The memory 108 may include any computer-readable medium known in the art including, for example, volatile memory, such as static random access memory (SRAM) and dynamic random access memory (DRAM), and/or non-volatile memory, such as read only memory (ROM), erasable programmable ROM, flash memories, hard disks, optical disks, and magnetic tapes. In an embodiment, the memory 108 includes a plurality of modules 110 such data preprocessing module (not shown), Quantum Machine Learning (QML) model, classical machine learning model, and the like. The plurality of modules 110 include programs or coded instructions that supplement applications or functions performed by the system 100 for constructing classical equivalent model of trained Quantum Machine Learning (QML) model. The trained QML model includes the encoding, ansatz, and measurements comprised in the quantum computing system 102B and the trained circuit parameters stored in the classical computing system 102A. Thus, components of the trained QML model are split and present across the classical computing system 102A and the quantum computing system 102B. The plurality of modules 110, amongst other things, can include routines, programs, objects, components, and data structures, which performs particular tasks or implement particular abstract data types. The plurality of modules 110 may also be used as signal processor(s), node machine(s), logic circuitries, and/or any other device or component that manipulates signals based on operational instructions. Further, the plurality of modules 110 can be used by hardware, by computer-readable instructions executed by the one or more hardware processors 104, or by a combination thereof. The plurality of modules 110 can include various sub-modules (not shown).

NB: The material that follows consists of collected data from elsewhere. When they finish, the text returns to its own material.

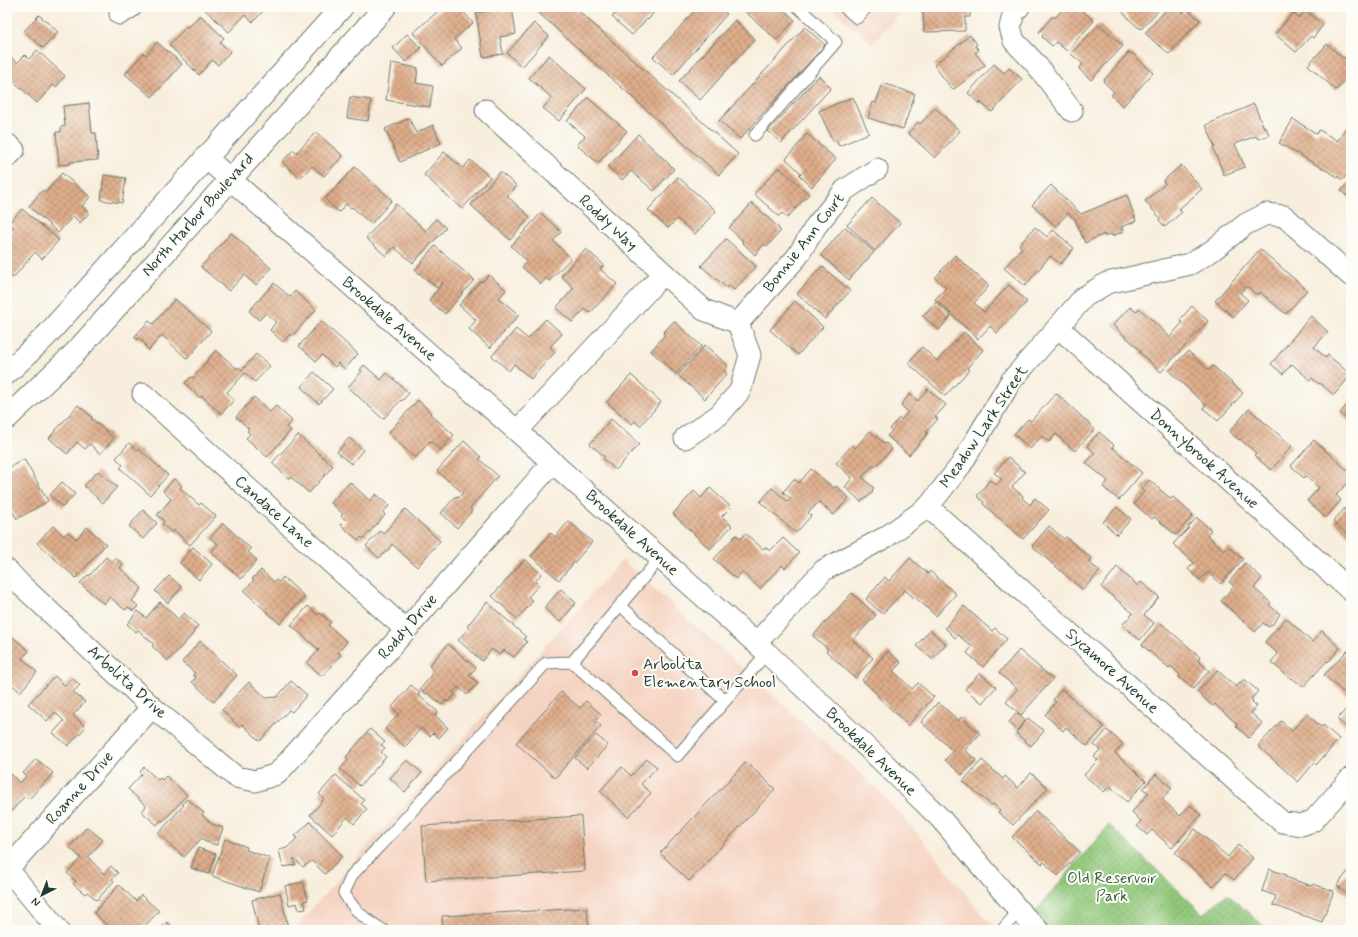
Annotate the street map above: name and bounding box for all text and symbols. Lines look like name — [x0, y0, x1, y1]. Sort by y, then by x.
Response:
street label: North Harbor Boulevard — [137, 149, 259, 281]
street label: Bonnie Ann Court — [759, 189, 849, 297]
street label: Roddy Way — [574, 190, 642, 256]
street label: Brookdale Avenue — [337, 272, 441, 366]
street label: Meadow Lark Street — [935, 361, 1033, 492]
street label: Donnybrook Avenue — [1145, 404, 1263, 514]
street label: Candace Lane — [230, 471, 318, 553]
street label: Brookdale Avenue — [581, 485, 683, 581]
street label: Roddy Drive — [374, 590, 442, 664]
street label: Sycamore Avenue — [1061, 624, 1163, 718]
street label: Arbolita Drive — [83, 641, 172, 724]
place label: Arbolita Elementary School — [643, 654, 776, 693]
marker: Arbolita Elementary School — [630, 668, 640, 678]
street label: Brookdale Avenue — [821, 703, 921, 801]
street label: Roanne Drive — [41, 747, 119, 829]
park label: Old Reservoir Park — [1067, 868, 1157, 907]
north arrow — [22, 875, 62, 915]
text: N — [29, 894, 43, 909]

Further, the memory 108 may comprise information pertaining to input(s)/output(s) of each step performed by the processor(s) 104 of the system 100 and methods of the present disclosure. Further, the memory 108 includes a database 112. The database (or repository) 112 may include a plurality of abstracted pieces of code for refinement and data that is processed, received, or generated as a result of the execution of the plurality of modules comprised in the module(s) 110. The database can also store first training dataset, trained circuit parameters of QML model, second training dataset, classical equivalent model and so on.

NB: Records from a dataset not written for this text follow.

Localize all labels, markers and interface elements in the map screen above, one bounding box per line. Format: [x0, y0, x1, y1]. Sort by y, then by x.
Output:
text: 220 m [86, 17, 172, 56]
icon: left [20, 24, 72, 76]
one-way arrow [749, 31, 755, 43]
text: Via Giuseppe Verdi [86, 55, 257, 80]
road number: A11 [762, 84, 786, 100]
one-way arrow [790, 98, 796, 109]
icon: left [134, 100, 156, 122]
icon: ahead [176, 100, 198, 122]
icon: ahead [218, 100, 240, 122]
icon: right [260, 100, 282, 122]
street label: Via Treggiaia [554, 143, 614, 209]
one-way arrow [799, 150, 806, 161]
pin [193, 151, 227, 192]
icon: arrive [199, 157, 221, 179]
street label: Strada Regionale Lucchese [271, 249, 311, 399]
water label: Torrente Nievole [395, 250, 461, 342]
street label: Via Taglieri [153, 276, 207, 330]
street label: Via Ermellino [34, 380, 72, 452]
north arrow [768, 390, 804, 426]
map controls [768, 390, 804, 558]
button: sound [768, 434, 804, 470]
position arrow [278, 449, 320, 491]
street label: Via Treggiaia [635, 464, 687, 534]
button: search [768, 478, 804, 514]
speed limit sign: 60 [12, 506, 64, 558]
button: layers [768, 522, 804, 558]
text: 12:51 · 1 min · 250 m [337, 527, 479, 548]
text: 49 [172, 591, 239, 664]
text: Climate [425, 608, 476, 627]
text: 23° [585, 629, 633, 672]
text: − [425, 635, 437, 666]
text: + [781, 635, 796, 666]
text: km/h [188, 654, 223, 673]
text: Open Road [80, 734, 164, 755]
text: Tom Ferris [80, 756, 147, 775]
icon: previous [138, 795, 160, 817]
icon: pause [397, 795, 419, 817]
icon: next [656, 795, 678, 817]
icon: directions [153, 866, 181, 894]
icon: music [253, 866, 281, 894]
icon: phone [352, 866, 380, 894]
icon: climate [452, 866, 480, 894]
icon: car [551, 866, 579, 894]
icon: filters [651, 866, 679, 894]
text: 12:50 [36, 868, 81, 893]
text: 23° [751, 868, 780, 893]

Although the database 112 is shown internal to the system 100, it will be noted that, in alternate embodiments, the database 112 can also be implemented externally to the system 100, and communicatively coupled to the system 100. The data contained within such an external database may be periodically updated. For example, new data may be added into the database (not shown in FIG. 1) and/or existing data may be modified and/or non-useful data may be deleted from the database. In one example, the data may be stored in an external system, such as a Lightweight Directory Access Protocol (LDAP) directory and a Relational Database Management System (RDBMS). In an embodiment, the I/O interface 106 comprises a high speed digital interface, which connects the classical computing system 102A and the quantum computing system 102B.

Referring to the components of the quantum computing system 102B, in an embodiment, the plurality of QPUs 114 are unentangled and hence alternatively referred to as plurality of unentangled QPUs. In an embodiment, the quantum computing system 102B can operate using gate-based models for quantum computing. For example, as also can be seen in FIG. 3A, the Qubits can be initialized in an initial state, and a quantum logic circuit comprised of a series of quantum logic gates can be applied to transform the qubits and extract measurements representing the output of the quantum computation. A quantum algorithm can be realized via the quantum circuit using software tools. The quantum circuit is constructed depending on the task or application and data. It represents the logical flow of operations specifying which gates act on which qubits and in what order. A data encoding process translates the abstract circuit into a specific set of gate operations on the physical qubits. The compiled quantum circuit is then loaded onto the Quantum Processing Units (QPUs) 114 of the quantum computing system 102B, which performs the specified gate operations on its physical qubits.

The example QPUs 114 shown in FIG. 1 may be implemented, for example, as a superconducting quantum integrated circuit that includes Qubit devices. The Qubit devices may be used to store and process quantum information, for example, by operating as ancilla Qubits, data Qubits or other types of Qubits in a quantum algorithm. Coupler devices in the superconducting quantum integrated circuit may be used to perform quantum logic operations on single qubits or conditional quantum logic operations on multiple qubits. In some instances, the conditional quantum logic can be performed in a manner that allows large-scale entanglement within the QPUs 114.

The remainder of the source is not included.